Items from a dataset
^^^^
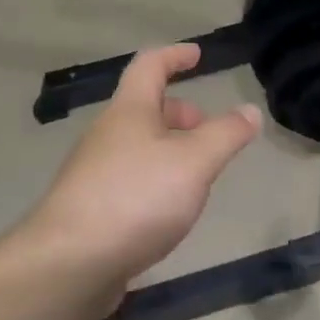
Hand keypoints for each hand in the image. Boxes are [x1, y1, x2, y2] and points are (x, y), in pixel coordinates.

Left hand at [18, 44, 260, 299]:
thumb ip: (225, 135)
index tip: (197, 56)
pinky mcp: (89, 209)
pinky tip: (167, 211)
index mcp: (129, 112)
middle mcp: (107, 135)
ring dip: (168, 149)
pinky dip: (153, 180)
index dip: (174, 56)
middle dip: (178, 112)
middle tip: (207, 130)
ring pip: (137, 146)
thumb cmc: (136, 199)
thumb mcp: (194, 163)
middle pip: (143, 108)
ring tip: (196, 175)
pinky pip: (128, 180)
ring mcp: (93, 173)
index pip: (150, 66)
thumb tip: (249, 110)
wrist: (70, 263)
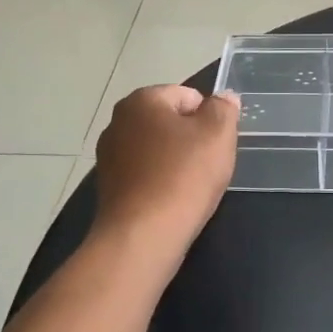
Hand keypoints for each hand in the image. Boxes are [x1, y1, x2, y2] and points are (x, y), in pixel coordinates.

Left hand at [94, 85, 239, 247]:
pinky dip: (160, 182)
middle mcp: (118, 121)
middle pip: (170, 122)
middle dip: (191, 139)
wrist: (143, 236)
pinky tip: (172, 201)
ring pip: (157, 150)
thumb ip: (223, 109)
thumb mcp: (218, 134)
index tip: (217, 144)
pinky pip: (145, 174)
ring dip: (175, 162)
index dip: (209, 118)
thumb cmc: (183, 176)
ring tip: (190, 187)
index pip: (188, 96)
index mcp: (141, 100)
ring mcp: (109, 155)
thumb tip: (223, 97)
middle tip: (208, 165)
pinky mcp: (109, 186)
^^^^
= What you are asked to do =
Scan the records above for the word "pinky". Show each line in which it appears.

= Task solution =
pinky mcp: (89, 209)
pinky tip: (167, 211)
pinky dip: (153, 180)
pinky pip: (128, 180)
pinky dip: (160, 182)
pinky tip: (172, 201)
pinky pip: (145, 174)
pinky mcp: (109, 186)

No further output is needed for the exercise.